Neighbors murdered their neighbors. Frederic Kazigwemo has, for example, killed several people. He said he was jailed for more than nine years. After his release he got a small piece of land and a house in Mbyo.
The genocide did not only take human lives, it destroyed the livelihoods of many families. Victims couldn’t return to their villages. Perpetrators who have been in prison didn’t have a place to go, so officials created six Reconciliation Villages.
Genocide survivors and perpetrators are given the chance to start a new life, Frederic Kazigwemo says. Currently there are 60 families living in Mbyo. The nonprofit organisation “Prison Fellowship Rwanda” supports the villagers. “We started with 15 houses to see if we can live together,” Kazigwemo explains. “It worked.”

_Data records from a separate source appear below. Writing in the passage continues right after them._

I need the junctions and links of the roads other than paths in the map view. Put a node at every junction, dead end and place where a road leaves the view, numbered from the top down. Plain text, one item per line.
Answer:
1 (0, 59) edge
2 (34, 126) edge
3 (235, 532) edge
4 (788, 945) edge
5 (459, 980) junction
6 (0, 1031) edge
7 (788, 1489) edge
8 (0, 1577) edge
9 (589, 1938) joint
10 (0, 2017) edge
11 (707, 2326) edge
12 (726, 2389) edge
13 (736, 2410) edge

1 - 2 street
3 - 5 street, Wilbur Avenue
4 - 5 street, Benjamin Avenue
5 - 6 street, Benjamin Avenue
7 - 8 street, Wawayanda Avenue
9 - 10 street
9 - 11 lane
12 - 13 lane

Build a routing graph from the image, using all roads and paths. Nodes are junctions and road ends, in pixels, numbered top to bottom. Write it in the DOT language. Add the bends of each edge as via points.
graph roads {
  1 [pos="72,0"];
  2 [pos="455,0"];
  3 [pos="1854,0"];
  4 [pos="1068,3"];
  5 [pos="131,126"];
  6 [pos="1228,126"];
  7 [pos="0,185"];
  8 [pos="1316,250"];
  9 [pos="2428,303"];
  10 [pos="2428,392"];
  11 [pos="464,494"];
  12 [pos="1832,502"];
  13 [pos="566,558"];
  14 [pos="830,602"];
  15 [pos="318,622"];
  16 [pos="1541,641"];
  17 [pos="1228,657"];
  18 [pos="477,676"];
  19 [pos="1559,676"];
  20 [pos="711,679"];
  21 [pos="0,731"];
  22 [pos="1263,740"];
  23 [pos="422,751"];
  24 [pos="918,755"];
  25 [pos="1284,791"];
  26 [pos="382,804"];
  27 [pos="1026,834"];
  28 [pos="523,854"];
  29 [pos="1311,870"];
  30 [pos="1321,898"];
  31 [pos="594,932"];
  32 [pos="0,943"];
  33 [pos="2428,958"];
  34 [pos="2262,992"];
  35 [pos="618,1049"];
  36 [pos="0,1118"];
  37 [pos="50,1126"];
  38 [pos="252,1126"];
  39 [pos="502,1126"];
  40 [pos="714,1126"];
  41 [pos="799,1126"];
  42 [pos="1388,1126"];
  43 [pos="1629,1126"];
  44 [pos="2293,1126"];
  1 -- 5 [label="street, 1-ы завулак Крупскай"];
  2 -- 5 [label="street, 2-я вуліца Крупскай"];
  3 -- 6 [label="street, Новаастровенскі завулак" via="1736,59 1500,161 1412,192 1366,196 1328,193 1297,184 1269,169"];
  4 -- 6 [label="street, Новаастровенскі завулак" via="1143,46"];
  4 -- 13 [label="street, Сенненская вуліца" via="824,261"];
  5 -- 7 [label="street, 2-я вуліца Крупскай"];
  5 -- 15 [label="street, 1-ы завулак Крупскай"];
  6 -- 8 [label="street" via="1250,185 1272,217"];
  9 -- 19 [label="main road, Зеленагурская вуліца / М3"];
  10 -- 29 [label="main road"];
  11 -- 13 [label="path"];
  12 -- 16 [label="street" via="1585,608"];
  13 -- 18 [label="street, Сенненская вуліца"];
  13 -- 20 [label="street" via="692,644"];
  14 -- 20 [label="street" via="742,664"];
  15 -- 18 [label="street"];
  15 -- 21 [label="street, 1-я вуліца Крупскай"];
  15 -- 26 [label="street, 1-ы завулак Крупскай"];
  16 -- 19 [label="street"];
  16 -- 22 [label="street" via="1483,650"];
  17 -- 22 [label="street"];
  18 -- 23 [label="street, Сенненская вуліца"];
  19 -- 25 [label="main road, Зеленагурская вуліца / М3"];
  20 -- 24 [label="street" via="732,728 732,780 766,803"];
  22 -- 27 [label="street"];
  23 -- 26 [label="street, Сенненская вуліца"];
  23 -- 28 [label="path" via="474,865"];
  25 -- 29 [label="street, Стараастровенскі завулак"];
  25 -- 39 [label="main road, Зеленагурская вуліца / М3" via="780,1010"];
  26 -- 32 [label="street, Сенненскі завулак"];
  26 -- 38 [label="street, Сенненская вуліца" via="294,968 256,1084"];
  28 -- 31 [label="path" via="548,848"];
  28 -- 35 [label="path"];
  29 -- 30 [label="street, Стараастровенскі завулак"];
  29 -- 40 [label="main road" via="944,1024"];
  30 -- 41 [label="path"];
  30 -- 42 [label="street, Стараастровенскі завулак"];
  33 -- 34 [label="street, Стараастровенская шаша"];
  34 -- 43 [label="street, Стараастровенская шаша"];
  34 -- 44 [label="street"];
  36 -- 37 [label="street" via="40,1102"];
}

Jacqueline Mukamana stays with her four children in the village. In 1994, a group of men destroyed her village and killed all of her 12 family members. She survived only because she had been working on the fields outside the village when the men came.
In the Reconciliation Village, Mukamana works with other women to create small pieces of art which they sell at the market. There is a dancing chorus of survivors and offenders, and a cooperative. “We save the returns from selling vegetables on a common bank account,” Mbyo’s mayor Frederic Kazigwemo says. “If a family is in difficulties we can give support with money of the community.”